Source of Journal metadata for potential use with OpenRefine

81 views
Skip to first unread message

Owen Stephens

unread,
Jun 8, 2015, 7:16:12 AM6/8/15
to openr...@googlegroups.com
Dear all,

This maybe a little over specialised but I'm working on a project where I think the data we are building could be of use to some OpenRefine users, so I hope you don't mind me posting this.

GOKb, the Global Open Knowledgebase, is a community-managed project that aims to describe electronic journals and books, publisher packages, and platforms which host the resources. I’ve been working on the project since it started working with others to gather requirements, develop the underlying data models and specify functionality for the system. We use OpenRefine (with a specially designed extension) as our major mechanism of getting data into GOKb - exploiting the ability to clean up the data (which tends to come from publishers and can be of variable quality) and to re-apply changes to future data from the same publisher/supplier.

GOKb opened to ‘public preview’ in January 2015, and you can signup for an account and access the service at https://gokb.kuali.org/gokb/

Several hundred ejournal packages, and associated information about the ejournal titles, platforms and organisations have been added to the knowledgebase over the past few months. OpenRefine is used to do much of the work to get data ready for loading into GOKb.

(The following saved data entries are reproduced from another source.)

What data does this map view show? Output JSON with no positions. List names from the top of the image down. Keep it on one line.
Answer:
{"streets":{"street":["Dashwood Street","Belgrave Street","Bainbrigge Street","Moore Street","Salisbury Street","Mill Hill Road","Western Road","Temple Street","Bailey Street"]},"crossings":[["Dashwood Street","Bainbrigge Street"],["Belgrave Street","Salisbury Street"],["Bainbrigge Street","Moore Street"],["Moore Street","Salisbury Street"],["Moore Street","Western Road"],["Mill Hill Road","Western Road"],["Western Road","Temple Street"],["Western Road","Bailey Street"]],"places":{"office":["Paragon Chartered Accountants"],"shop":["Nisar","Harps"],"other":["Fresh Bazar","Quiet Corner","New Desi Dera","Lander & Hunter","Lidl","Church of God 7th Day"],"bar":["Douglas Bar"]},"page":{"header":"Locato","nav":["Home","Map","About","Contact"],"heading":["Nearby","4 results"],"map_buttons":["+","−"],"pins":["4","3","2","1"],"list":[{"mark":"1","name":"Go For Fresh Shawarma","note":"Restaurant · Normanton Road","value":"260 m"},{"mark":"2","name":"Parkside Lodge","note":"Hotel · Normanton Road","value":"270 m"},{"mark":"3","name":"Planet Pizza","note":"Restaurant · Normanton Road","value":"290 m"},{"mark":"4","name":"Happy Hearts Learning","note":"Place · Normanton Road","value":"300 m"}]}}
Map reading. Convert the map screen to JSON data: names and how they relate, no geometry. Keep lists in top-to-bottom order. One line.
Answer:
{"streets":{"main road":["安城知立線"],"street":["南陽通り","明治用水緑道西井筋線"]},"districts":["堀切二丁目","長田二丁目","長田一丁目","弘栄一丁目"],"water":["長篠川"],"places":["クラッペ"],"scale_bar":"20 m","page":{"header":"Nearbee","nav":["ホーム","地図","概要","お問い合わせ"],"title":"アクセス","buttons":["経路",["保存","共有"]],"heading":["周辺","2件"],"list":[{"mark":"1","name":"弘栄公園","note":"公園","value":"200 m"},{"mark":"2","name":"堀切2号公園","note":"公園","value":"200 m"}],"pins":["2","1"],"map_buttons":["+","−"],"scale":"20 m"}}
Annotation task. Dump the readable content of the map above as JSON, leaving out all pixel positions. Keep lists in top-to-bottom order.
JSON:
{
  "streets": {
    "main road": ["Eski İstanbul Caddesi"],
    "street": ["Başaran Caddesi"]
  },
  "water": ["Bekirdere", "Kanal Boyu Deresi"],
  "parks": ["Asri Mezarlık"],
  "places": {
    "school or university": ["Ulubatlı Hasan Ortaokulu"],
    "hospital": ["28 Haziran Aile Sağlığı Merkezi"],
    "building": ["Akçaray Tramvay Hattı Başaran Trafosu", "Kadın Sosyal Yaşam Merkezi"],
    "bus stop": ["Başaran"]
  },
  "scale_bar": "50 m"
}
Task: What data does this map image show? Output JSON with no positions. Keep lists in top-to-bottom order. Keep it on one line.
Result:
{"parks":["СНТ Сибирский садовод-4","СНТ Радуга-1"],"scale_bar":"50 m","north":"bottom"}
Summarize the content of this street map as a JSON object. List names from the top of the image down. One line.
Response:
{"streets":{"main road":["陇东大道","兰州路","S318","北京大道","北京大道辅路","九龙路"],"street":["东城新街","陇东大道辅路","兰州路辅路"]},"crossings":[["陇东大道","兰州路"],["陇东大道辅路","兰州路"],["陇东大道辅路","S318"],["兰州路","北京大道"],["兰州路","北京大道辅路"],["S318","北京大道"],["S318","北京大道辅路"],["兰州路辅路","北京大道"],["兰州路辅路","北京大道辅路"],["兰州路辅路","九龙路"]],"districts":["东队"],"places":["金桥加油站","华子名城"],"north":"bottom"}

Alongside this work of adding content we have also opened up APIs to interact with the service, and we suspect that these could be useful to others using OpenRefine to work with data relating to journals. In particular the ‘Coreference service’ allows you to look up identifiers (such as ISSNs) and get back journal title information and other IDs associated with that title (as JSON or XML).

We are interested in:

* Talking to people who use OpenRefine and would like to make use of such a service
* If there is some interest, what support/documentation people would like to see
* Understanding if we can offer different/better services based on the GOKb data for OpenRefine (e.g. would different data GOKb has be of interest? Would a reconciliation service for journal titles? etc.)

The current APIs we support are:

The ‘Coreference’ service
The main aim of this API is to provide back a list of identifiers associated with a title. The service allows you to provide a journal identifier (such as an ISSN) and get back basic information about the journal including title and other identifiers associated with the journal (other ISSNs, DOIs, publisher identifiers etc.). 


OAI Interfaces
The main aim of this API is to enable other services to obtain data from GOKb on an ongoing basis. Information about ejournal packages, titles and organisations can be obtained via this service


Add/Update API
This API supports adding and updating data in GOKb. You can add new, or update existing, Organisations and Platforms. You can add additional identifiers to Journal titles.


We also have a SPARQL endpoint available on our test service (which contains test data only). The SPARQL endpoint is at http://test-gokb.kuali.org/sparql, and a set of example queries are given at https://github.com/k-int/gokb-phase1/wiki/Sample-SPARQL.

If anyone is already using GOKb data in OpenRefine, or is interested in using it, please do get in touch (ow...@ostephens.com)
 (I've been playing around with the SPARQL endpoint and the DERI RDF extension for OpenRefine to reconcile organisation names against the Organisation data we have in GOKb. This seems to work reasonably well overall, although we've noted problems with speed and low confidence scores even on exact string matches - we are doing some further investigation into this at the moment)

Owen

Thad Guidry

unread,
Jun 8, 2015, 11:45:10 AM6/8/15
to openrefine

 (I've been playing around with the SPARQL endpoint and the DERI RDF extension for OpenRefine to reconcile organisation names against the Organisation data we have in GOKb. This seems to work reasonably well overall, although we've noted problems with speed and low confidence scores even on exact string matches - we are doing some further investigation into this at the moment)

Owen

​Owen, it might not be 100% exact strings. (encoding issues, nbsp's, etc)

unicode(value)

Here's a few recipes to help with inspection:

​​
Thad

Owen Stephens

unread,
Jun 11, 2015, 5:21:07 AM6/11/15
to openr...@googlegroups.com
Thanks Thad - I'll have a look at those

Tom Morris

unread,
Jun 17, 2015, 1:36:14 PM6/17/15
to openr...@googlegroups.com
That sounds interesting, Owen. I've forwarded it to a list of data
savvy librarians at Harvard and neighboring institutions. You might
also want to try other librarian oriented venues such as code4lib.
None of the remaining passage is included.